● About this exercise
Your answer should consist of each line below that contains the string "junction".

● Exercise materials

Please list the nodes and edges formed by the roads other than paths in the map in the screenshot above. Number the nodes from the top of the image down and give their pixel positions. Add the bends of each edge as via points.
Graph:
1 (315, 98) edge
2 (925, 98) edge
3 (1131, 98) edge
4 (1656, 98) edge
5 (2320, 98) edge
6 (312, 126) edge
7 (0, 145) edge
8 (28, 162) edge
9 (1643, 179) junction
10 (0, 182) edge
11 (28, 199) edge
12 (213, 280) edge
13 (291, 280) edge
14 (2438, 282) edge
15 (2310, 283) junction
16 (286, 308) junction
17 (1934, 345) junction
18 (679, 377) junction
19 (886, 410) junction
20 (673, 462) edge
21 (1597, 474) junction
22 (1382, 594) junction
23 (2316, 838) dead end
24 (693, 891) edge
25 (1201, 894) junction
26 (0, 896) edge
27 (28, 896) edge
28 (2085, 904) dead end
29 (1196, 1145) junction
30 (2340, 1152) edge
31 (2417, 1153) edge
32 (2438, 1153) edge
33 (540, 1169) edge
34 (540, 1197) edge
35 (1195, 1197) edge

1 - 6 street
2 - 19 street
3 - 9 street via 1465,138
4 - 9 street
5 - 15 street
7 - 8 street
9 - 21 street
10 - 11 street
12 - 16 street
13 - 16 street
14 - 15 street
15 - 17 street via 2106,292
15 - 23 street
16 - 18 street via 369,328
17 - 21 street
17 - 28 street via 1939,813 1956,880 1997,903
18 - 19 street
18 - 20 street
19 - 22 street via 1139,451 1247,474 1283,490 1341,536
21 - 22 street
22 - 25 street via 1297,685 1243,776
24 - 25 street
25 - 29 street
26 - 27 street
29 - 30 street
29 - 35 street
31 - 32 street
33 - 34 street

● Task output
9 (1643, 179) junction
15 (2310, 283) junction
16 (286, 308) junction
17 (1934, 345) junction
18 (679, 377) junction
19 (886, 410) junction
21 (1597, 474) junction
22 (1382, 594) junction
25 (1201, 894) junction
29 (1196, 1145) junction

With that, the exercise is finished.